**WHAT YOU NEED TO DO:** A single stretch of the material below is to be transcribed exactly, starting at the line with "w h 8 [w 0 0" and ending after the line with "0 1556 translate 1 -1 scale".

______

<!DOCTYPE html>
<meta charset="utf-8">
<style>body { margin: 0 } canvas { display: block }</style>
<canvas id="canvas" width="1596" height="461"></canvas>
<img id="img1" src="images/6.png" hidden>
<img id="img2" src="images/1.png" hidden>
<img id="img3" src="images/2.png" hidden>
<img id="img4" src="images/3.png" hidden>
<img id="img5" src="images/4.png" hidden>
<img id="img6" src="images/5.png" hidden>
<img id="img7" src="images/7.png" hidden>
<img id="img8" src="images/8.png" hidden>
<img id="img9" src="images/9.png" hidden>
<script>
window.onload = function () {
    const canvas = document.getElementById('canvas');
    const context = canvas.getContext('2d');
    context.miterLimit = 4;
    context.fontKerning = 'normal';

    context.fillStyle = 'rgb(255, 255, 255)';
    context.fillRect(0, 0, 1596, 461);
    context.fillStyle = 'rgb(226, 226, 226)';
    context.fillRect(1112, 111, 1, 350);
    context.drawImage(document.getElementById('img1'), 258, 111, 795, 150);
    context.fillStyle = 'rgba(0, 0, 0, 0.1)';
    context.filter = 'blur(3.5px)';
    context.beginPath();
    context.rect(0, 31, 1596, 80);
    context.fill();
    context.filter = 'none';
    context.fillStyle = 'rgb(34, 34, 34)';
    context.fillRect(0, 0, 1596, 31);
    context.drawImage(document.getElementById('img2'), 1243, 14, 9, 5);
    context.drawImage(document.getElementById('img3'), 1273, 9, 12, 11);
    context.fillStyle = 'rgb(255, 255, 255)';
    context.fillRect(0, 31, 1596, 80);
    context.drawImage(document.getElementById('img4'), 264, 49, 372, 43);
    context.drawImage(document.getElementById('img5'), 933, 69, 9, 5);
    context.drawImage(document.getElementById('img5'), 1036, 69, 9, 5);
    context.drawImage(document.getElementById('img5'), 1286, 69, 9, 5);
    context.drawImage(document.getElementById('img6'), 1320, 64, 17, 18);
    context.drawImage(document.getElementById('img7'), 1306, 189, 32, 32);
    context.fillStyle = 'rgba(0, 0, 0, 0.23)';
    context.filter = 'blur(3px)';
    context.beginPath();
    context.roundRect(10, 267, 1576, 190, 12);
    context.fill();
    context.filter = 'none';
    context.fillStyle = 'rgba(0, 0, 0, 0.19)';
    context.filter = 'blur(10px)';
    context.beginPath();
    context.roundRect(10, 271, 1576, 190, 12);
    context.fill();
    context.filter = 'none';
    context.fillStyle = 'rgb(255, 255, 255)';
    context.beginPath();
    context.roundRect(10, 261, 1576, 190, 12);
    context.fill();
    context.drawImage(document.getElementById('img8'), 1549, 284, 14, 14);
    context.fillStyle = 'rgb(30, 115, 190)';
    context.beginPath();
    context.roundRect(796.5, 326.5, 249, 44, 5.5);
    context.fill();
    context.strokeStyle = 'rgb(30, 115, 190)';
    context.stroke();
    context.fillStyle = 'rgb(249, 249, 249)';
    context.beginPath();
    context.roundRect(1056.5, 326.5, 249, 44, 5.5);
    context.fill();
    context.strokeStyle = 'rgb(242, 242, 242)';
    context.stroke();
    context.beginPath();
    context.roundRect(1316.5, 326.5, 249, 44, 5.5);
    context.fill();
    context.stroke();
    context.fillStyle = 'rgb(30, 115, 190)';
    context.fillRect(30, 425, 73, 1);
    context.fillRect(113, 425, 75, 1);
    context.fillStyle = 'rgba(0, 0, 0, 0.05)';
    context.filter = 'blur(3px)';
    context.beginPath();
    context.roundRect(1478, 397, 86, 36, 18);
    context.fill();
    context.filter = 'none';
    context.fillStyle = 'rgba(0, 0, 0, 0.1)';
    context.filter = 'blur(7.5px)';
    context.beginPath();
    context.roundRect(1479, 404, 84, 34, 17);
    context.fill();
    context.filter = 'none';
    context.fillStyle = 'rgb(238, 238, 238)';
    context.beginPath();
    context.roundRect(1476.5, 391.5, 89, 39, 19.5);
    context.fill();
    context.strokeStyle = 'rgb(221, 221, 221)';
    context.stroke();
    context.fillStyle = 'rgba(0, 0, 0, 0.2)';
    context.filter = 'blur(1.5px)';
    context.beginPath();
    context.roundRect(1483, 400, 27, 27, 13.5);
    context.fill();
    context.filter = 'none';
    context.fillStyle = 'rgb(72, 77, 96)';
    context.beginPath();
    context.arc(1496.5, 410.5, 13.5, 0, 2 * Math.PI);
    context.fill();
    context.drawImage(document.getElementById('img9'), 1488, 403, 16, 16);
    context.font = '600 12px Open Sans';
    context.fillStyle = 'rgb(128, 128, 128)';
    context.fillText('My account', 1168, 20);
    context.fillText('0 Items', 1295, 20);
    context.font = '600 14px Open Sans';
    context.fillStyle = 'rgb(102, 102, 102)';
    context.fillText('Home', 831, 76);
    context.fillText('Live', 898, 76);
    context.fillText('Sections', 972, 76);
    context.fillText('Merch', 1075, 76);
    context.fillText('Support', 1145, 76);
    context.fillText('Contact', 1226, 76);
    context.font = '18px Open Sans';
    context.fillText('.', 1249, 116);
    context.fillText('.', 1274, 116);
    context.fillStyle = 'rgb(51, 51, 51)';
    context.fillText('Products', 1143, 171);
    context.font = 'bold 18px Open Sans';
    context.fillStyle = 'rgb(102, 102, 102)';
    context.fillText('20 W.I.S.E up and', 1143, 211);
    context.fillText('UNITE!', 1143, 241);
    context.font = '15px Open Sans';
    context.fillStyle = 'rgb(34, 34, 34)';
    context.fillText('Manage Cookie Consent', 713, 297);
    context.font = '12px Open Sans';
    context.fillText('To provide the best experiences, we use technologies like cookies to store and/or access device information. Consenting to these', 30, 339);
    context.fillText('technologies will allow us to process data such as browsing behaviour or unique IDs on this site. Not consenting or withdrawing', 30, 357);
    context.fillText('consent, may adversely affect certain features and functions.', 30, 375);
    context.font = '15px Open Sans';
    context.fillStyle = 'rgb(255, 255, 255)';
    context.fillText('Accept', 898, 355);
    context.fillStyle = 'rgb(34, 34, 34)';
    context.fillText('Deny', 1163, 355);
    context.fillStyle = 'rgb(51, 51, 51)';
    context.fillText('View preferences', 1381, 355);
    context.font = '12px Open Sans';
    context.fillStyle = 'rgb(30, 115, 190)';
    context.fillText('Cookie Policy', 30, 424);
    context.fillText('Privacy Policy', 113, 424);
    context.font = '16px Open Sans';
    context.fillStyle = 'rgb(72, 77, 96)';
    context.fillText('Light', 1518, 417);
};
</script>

______

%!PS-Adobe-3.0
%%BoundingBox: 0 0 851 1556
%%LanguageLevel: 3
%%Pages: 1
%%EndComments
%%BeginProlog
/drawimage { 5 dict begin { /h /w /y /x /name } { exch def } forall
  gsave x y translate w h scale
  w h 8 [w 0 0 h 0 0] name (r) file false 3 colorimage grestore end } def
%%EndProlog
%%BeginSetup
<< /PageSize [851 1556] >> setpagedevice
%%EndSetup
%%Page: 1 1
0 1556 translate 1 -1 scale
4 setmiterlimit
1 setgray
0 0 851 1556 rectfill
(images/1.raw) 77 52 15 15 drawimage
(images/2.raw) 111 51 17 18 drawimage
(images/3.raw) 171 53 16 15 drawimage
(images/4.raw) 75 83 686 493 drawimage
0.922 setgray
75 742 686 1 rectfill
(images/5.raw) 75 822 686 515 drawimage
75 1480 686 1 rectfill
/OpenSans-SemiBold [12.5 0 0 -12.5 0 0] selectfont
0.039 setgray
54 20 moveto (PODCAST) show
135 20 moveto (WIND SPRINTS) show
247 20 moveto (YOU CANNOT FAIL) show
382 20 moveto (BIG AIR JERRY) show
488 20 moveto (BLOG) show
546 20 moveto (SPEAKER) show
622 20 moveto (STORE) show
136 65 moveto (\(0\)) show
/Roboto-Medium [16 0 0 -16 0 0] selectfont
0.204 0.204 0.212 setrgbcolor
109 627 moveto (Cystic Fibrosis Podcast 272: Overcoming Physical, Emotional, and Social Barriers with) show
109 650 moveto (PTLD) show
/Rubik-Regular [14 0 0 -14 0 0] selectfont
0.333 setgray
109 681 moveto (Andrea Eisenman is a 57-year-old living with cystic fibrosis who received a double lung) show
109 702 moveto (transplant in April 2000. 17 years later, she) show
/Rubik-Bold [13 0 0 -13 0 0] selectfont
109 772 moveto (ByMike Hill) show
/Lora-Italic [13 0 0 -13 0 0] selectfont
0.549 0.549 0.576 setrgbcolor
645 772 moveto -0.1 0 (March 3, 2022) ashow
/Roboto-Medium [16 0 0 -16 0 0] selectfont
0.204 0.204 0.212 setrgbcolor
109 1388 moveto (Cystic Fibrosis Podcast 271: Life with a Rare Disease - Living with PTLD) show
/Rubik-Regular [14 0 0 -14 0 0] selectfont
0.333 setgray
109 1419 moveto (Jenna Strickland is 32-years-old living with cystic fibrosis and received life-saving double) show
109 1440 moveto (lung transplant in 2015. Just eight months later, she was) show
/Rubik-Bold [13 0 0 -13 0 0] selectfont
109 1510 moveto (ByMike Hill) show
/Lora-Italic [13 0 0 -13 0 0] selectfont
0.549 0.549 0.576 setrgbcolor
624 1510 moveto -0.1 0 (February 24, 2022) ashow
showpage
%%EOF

______

**TASK ANSWER:**
  w h 8 [w 0 0 h 0 0] name (r) file false 3 colorimage grestore end } def
%%EndProlog
%%BeginSetup
<< /PageSize [851 1556] >> setpagedevice
%%EndSetup
%%Page: 1 1
0 1556 translate 1 -1 scale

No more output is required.